A United Nations report with the help of 250 scientists from 70 countries, have warned of impending crises from polluted freshwater systems which will see anti-microbial resistance become the number one cause of death by 2050.
The report was released on Wednesday during UN Environment Assembly the world’s highest-level environmental forum.
The report – sixth edition of ‘Global Environment Outlook ’ warns that if environment protections are not scaled up drastically, cities in Asia, the Middle East and Africa could see millions of premature deaths by 2050. Moreover, freshwater pollution that has endocrine disruptors (chemicals that interfere with hormone system) will impact male and female fertility, and child neurodevelopment.
Drawing a link between the state of environment and the human health, the report warns that damage is so dire that people’s health will be increasingly threatened unless urgent action is taken.
“At present the world is not on track to meet the SDGs by 2030 or 2050. Urgent action is required now as any delay in climate action increases the cost of achieving the goals of the Paris Agreement, or reversing progress and at some point, will make them impossible,” states the report.
“The health and prosperity of humanity is directly tied with the state of environment. We need to look at three systems – food, energy and waste and how we can transform them into healthy fortunes. This report is an outlook for humanity. We are at a crossroads. Do we continue on our current path, which will lead to a bleak future for humankind, or do we pivot to a more sustainable development pathway? That is the choice our political leaders must make, now,” said Joyce Msuya, acting executive director of UN Environment.
“The damage is now much more evident and need for action is stronger now. What is currently lacking is the political will to implement policies and technologies at a sufficient speed and scale. For example, 8 million tons of plastic pollution is going into oceans each year. While the issue has received increased attention in recent years, there is still no global agreement to tackle marine litter. We have given various recommendations in the report to tackle the situation. We need to work immediately as the time is running out,” said Joyeeta Gupta and Paul Ekins, two scientists and co-chairs of the sixth edition of the Global Environment Outlook process.
Scientists said that a stable climate and clean air are interlinked. “The green investment of 2 per cent of countries’ GDP would deliver long-term growth as high as we presently projected but with fewer impacts from climate change, water scarcity and loss of ecosystems. The climate mitigation actions for achieving the Paris Agreement targets would cost about US$ 22 trillion, but the combined health benefits from reduced air pollution could amount to an additional US$ 54 trillion,” said Gupta, who was one of the panelists at the launch of the report.
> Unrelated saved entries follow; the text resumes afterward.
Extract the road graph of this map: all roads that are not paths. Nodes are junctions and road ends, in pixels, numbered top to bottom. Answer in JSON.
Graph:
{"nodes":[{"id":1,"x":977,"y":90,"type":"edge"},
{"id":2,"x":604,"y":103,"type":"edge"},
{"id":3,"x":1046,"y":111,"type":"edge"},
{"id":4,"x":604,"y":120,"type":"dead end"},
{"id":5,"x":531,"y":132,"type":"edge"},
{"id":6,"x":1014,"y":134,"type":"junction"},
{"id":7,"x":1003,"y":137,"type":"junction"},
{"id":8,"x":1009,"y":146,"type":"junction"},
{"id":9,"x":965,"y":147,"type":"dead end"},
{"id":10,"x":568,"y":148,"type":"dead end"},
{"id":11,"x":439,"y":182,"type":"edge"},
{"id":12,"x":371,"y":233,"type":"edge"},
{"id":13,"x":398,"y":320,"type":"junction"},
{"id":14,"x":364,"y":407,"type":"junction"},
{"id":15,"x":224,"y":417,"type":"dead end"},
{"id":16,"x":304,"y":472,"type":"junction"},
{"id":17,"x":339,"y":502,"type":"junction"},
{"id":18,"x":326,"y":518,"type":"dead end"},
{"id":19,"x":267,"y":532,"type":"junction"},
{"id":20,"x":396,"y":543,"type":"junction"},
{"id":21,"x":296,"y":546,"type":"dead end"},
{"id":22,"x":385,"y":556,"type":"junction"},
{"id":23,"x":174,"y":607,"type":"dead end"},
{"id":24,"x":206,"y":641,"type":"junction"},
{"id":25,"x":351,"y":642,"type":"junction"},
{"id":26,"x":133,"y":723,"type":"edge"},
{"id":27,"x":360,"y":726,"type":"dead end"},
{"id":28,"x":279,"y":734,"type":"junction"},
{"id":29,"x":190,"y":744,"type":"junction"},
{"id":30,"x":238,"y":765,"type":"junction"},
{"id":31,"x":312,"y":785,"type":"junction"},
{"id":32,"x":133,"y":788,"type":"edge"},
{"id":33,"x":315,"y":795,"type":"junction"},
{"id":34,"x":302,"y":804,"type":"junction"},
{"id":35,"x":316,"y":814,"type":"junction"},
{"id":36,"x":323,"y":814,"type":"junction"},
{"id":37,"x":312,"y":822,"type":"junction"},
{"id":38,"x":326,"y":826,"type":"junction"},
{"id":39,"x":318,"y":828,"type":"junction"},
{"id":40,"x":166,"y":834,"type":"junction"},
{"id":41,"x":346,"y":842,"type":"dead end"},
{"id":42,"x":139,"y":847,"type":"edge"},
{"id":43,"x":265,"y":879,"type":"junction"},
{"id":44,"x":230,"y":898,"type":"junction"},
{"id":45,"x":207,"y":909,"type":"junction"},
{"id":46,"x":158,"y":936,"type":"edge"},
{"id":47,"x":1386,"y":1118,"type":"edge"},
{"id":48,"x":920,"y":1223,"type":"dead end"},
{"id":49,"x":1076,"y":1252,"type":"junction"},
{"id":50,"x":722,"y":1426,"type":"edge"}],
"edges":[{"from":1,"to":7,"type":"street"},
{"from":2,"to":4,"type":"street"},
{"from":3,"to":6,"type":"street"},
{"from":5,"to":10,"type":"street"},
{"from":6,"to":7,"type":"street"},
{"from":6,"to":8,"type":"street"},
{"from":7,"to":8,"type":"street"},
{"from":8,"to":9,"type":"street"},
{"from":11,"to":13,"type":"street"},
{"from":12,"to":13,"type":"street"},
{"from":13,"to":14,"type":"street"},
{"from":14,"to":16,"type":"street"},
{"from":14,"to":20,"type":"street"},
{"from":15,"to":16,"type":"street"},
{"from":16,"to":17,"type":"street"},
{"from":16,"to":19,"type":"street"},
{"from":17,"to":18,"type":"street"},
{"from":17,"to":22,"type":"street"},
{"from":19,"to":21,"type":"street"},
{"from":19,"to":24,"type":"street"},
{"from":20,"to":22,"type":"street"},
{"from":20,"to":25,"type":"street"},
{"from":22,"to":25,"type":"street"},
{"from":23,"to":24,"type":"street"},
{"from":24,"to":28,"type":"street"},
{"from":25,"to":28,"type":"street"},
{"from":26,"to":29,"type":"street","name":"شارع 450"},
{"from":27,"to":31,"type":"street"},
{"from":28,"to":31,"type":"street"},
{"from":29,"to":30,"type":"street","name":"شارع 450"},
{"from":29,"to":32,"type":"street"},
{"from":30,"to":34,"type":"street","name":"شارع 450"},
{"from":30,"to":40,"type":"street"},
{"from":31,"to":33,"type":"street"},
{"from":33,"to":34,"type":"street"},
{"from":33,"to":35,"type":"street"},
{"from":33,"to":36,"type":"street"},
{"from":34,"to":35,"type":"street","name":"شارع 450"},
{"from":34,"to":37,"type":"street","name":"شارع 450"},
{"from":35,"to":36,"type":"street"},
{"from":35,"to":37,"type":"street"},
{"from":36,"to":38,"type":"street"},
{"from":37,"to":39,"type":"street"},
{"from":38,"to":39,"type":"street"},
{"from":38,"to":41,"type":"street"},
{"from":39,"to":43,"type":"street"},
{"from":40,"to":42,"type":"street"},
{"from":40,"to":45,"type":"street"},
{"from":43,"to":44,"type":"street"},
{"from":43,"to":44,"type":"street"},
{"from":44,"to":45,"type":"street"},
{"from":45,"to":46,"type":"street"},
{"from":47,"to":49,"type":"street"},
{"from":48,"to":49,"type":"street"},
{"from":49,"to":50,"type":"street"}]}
The report advises adopting less-meat intensive diets, and reducing food waste in both developed and developing countries, would reduce the need to increase food production by 50 per cent to feed the projected 9-10 billion people on the planet in 2050. Also, it recommends urgent policy interventions to address entire systems, including such as energy, food, and waste, rather than individual issues – such as water pollution.
The report is the most comprehensive and rigorous assessment on the state of the environment completed by the UN in the last five years.